For those like me who didn’t know what a Kaiten was , it’s a manned suicide submarine used by the Japanese during the second world war, the underwater equivalent of a kamikaze.
On a gentler note the ever popular Instagrammable butterfly wings are here interpreted from a Rorschach image with the detail also formed of Rorschach marks. I’m not sure the person standing there was aware of being exactly in the appropriate place for this shot.
Continuing the ambivalence of destruction and life, the love bomber flying horses soared over our heads, ready to create chaos by dropping their bombs.
OK, I may be biased as an exhibitor but The Other Art Fair is one of the best places to buy contemporary art, especially as you meet the artists and get to know them.
I’ve come a long way in being able to talk about my work; only a few years ago I found it really hard but now I love finding out what viewers think.
The recent show at Victoria House in Southampton Row, Holborn, was so busy I hardly left my stand but I was able to see some work before we opened in the morning and Andrew Wenrick’s pieces really appealed.
I like the precision of his text pieces and the patterns he creates using existing words and letters.
It came as no surprise to learn that he is a qualified architect.
On till the 25th June, The Japanese House: Architecture & Life after 1945 is an immersive exhibition where you not only see models and plans of houses (see images below) but also experience a full scale reconstruction of a Japanese home with rooms scattered around garden spaces. The different theories and architectural practice are fascinating in a country that had to rethink so much after the Second World War.
The washing machine in the courtyard epitomises indoor-outdoor living reminding me vividly of my life in India.
The contemporary tea house is cosy with tea ceremonies scheduled to take place there during the show.
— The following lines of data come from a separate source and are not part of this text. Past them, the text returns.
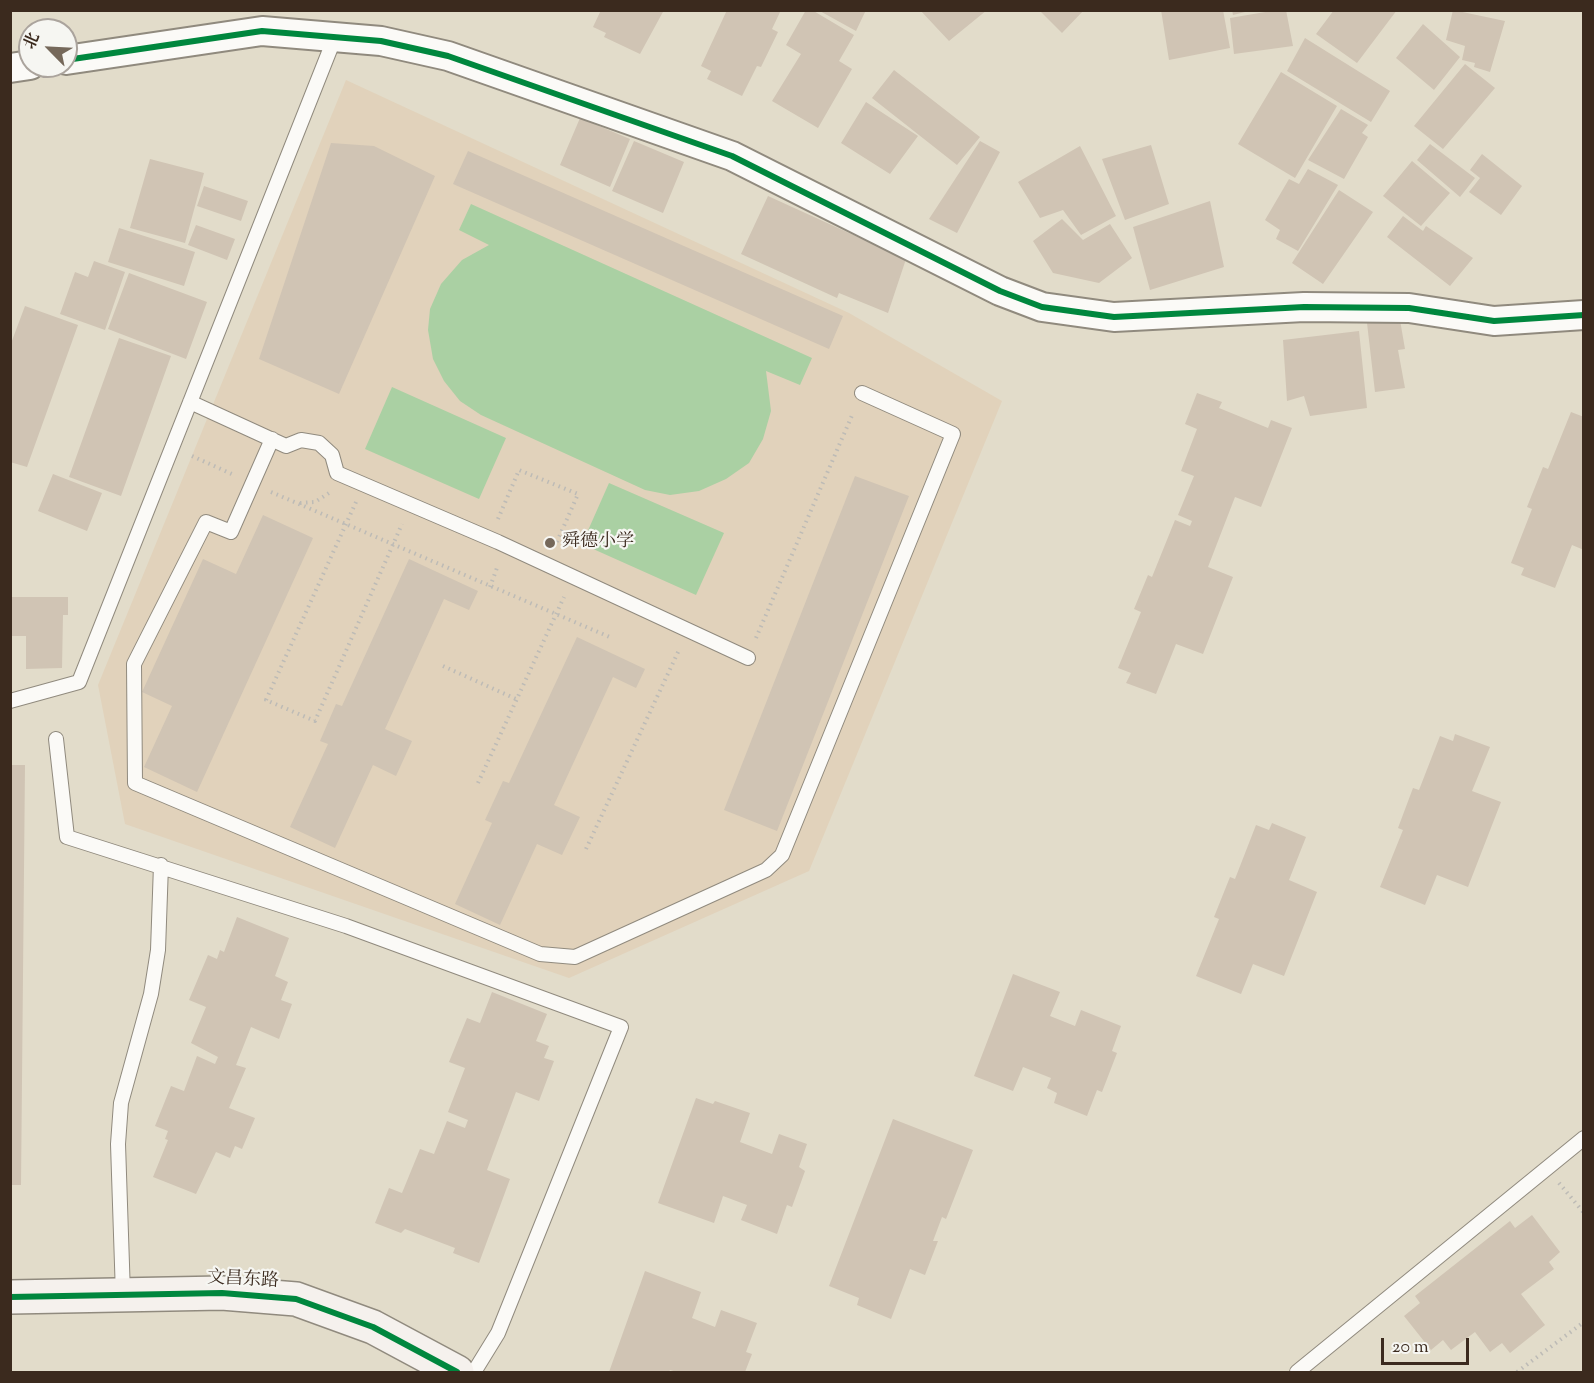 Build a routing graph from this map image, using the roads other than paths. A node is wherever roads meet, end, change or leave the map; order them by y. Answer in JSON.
{"nodes":[{"id":1,"x":335,"y":37,"type":"junction"},
{"id":2,"x":78,"y":58,"type":"edge"},
{"id":3,"x":1584,"y":315,"type":"edge"},
{"id":4,"x":862,"y":393,"type":"road end"},
{"id":5,"x":189,"y":402,"type":"junction"},
{"id":6,"x":272,"y":440,"type":"junction"},
{"id":7,"x":748,"y":658,"type":"road end"},
{"id":8,"x":10,"y":701,"type":"edge"},
{"id":9,"x":56,"y":739,"type":"dead end"},
{"id":10,"x":161,"y":865,"type":"junction"},
{"id":11,"x":1584,"y":1138,"type":"edge"},
{"id":12,"x":123,"y":1295,"type":"junction"},
{"id":13,"x":10,"y":1297,"type":"edge"},
{"id":14,"x":457,"y":1372,"type":"edge"},
{"id":15,"x":474,"y":1372,"type":"edge"},
{"id":16,"x":1297,"y":1372,"type":"edge"}],
"edges":[{"from":1,"to":2,"type":"street"},
{"from":1,"to":3,"type":"street"},
{"from":1,"to":5,"type":"lane"},
{"from":4,"to":6,"type":"lane"},
{"from":5,"to":6,"type":"lane"},
{"from":5,"to":8,"type":"lane"},
{"from":6,"to":7,"type":"lane"},
{"from":9,"to":10,"type":"lane"},
{"from":10,"to":12,"type":"lane"},
{"from":10,"to":15,"type":"lane"},
{"from":11,"to":16,"type":"lane"},
{"from":12,"to":13,"type":"street","name":"文昌东路"},
{"from":12,"to":14,"type":"street","name":"文昌东路"}]} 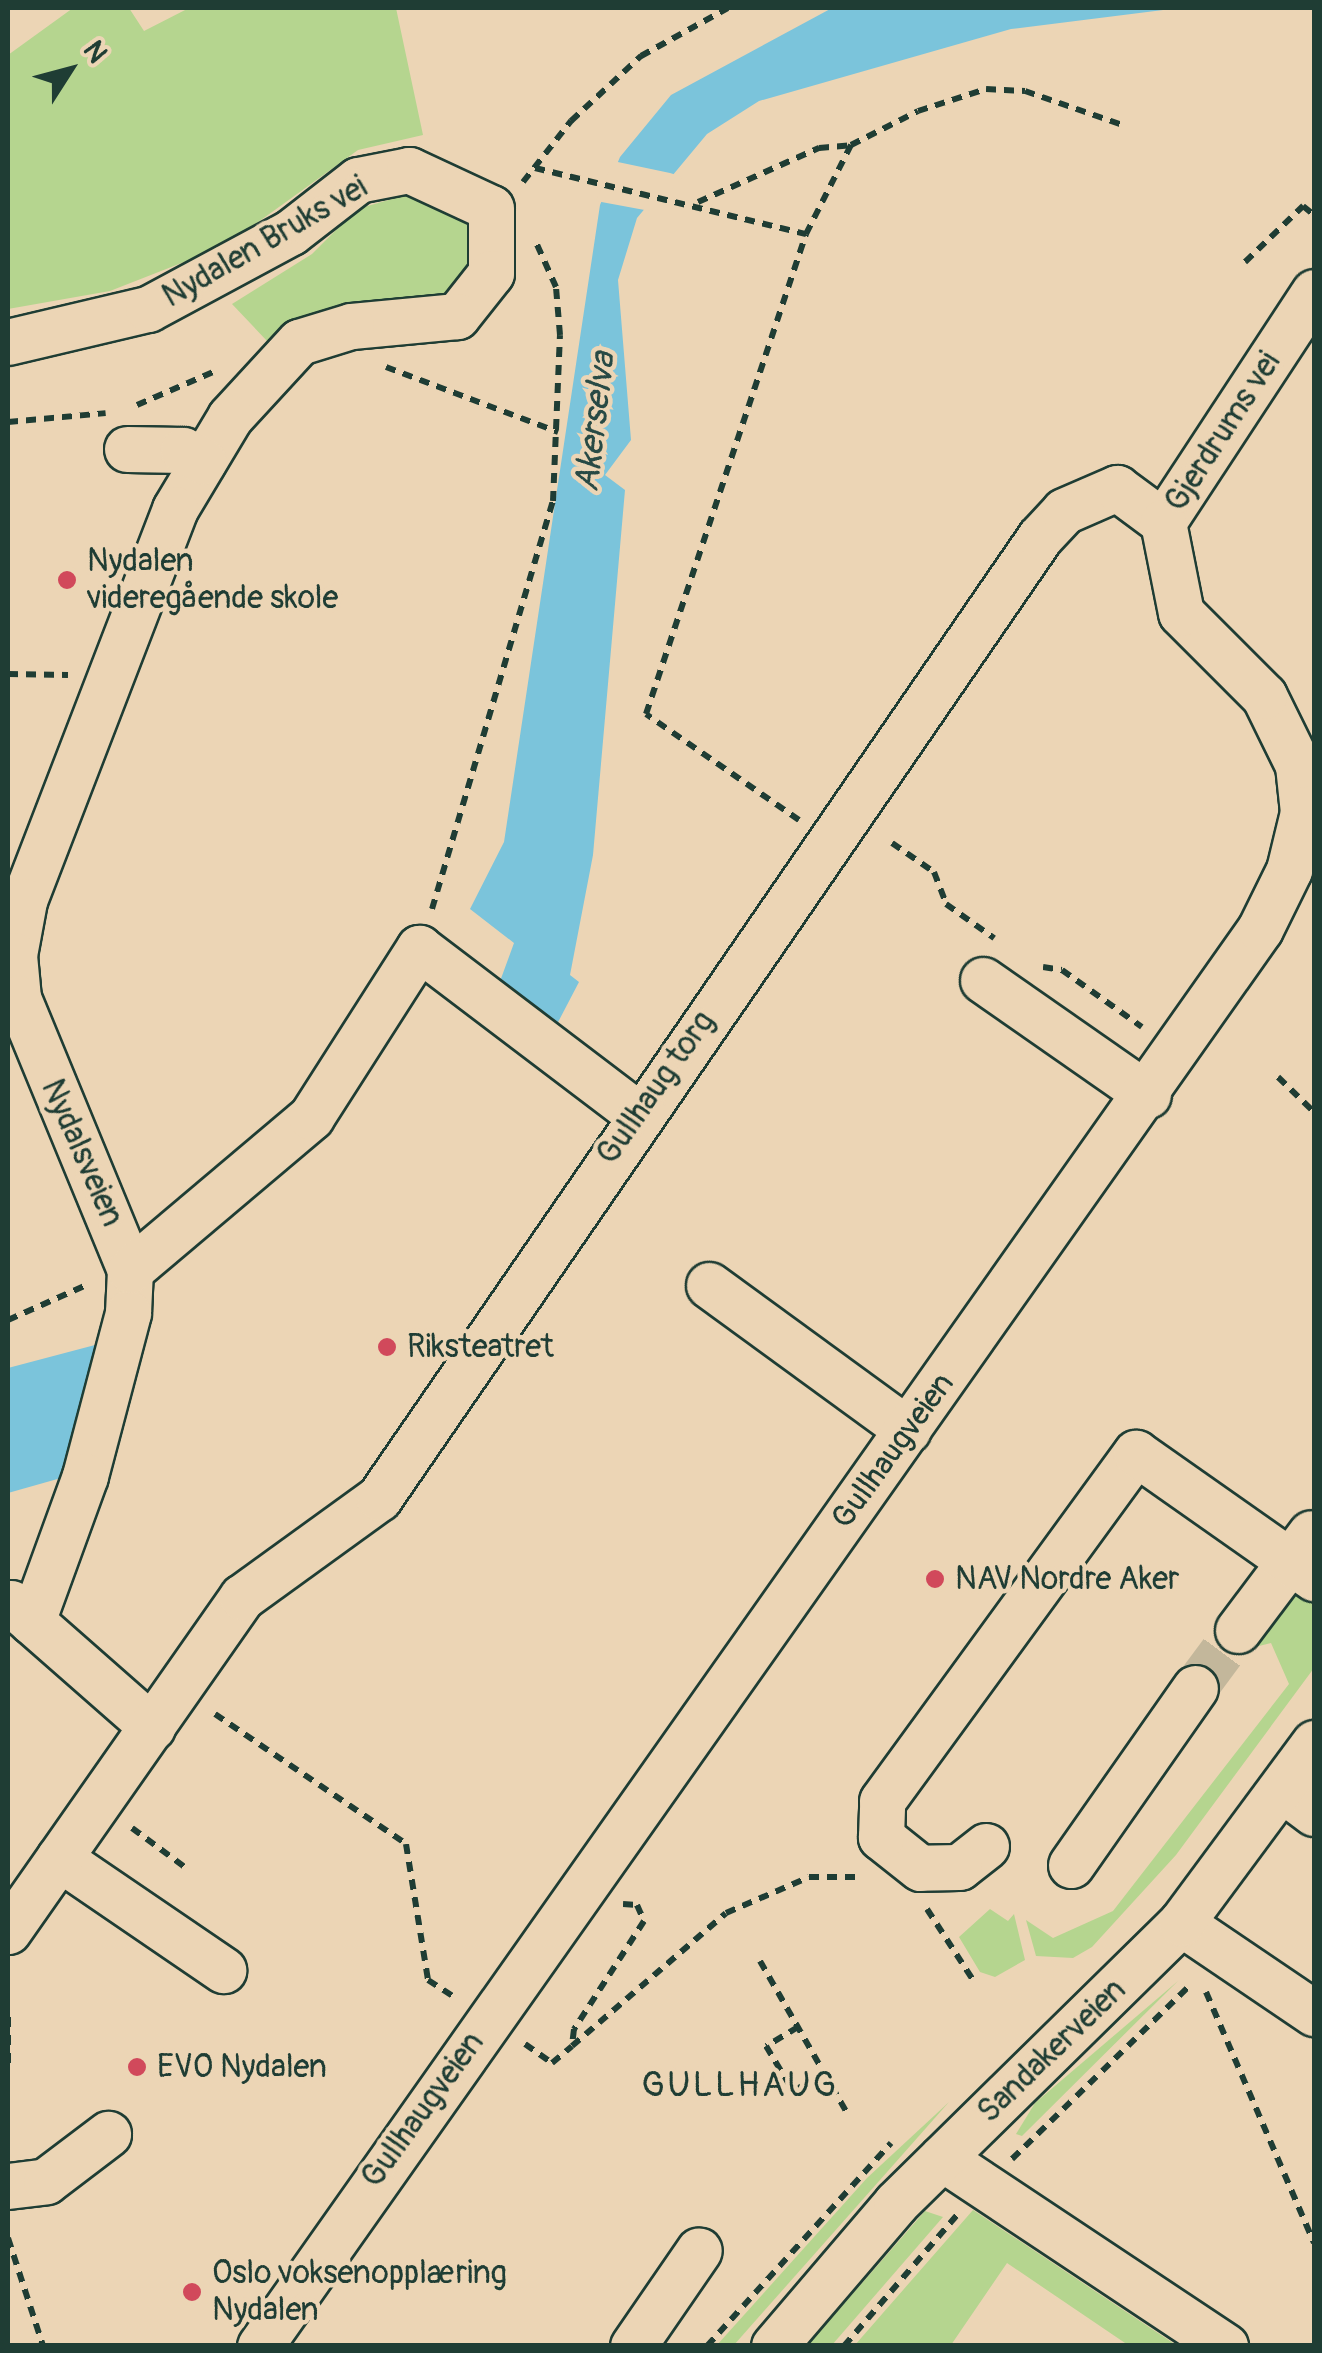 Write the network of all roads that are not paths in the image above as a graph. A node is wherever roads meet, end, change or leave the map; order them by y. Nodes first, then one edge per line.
1 (1314, 292) edge
2 (8, 342) edge
3 (230, 416) joint
4 (126, 449) dead end
5 (202, 461) junction
6 (1164, 522) junction
7 (996, 965) road end
8 (25, 1070) edge
9 (1148, 1095) junction
10 (636, 1112) junction
11 (130, 1270) junction
12 (710, 1285) dead end
13 (908, 1430) junction
14 (1305, 1557) edge
15 (20, 1611) edge
16 (1238, 1630) tunnel mouth
17 (1195, 1688) tunnel mouth
18 (152, 1727) junction
19 (1314, 1744) edge
20 (1298, 1801) edge
21 (986, 1846) dead end
22 (59, 1858) junction
23 (1070, 1865) dead end
24 (1181, 1923) junction
25 (8, 1931) edge
26 (223, 1970) dead end
27 (1311, 2003) edge
28 (108, 2134) dead end
29 (942, 2158) junction
30 (8, 2186) edge
31 (699, 2250) dead end
32 (260, 2346) edge
33 (633, 2346) edge
34 (774, 2346) edge
35 (1225, 2346) edge

1 - 6 street, Gjerdrums vei
2 - 3 street, Nydalen Bruks vei
3 - 5 street, Nydalsveien
4 - 5 street
5 - 8 street, Nydalsveien
6 - 9 street, Gullhaugveien
6 - 10 street, Gullhaug torg
7 - 9 street
8 - 11 street, Nydalsveien
9 - 13 street, Gullhaugveien
10 - 11 street
10 - 18 street, Gullhaug torg
11 - 15 street, Nydalsveien
12 - 13 street
13 - 32 street, Gullhaugveien
14 - 16 street
14 - 21 street
15 - 18 street, Nydalsveien
17 - 23 street
18 - 22 street
19 - 20 street, Sandakerveien
20 - 24 street, Sandakerveien
22 - 25 street
22 - 26 street
24 - 27 street
24 - 29 street, Sandakerveien
28 - 30 street
29 - 34 street, Sandakerveien
29 - 35 street
31 - 33 street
The concept of lightweight architecture and living extended to fashion with the Final Home coat by Kosuke Tsumura from 1991. Multiple pockets can be filled for insulation, padding and objects for survival in case of evacuation. With this you can be prepared for all eventualities as, according to the designer, “when one loses his house, the thing that protects in the end is cloth”.
The Garden & House below by architect Ryue Nishizawa from 2011 slips into a gap between existing buildings and fully integrates a garden within its design.
Katsuhiro Miyamoto took a dynamic approach to the damage his 1900 house had sustained after the 1995 Great Hanshin Earthquake, partly in protest to the wasteful official line of total demolition. His “restoration” honours the history and memories of this old house providing continuity.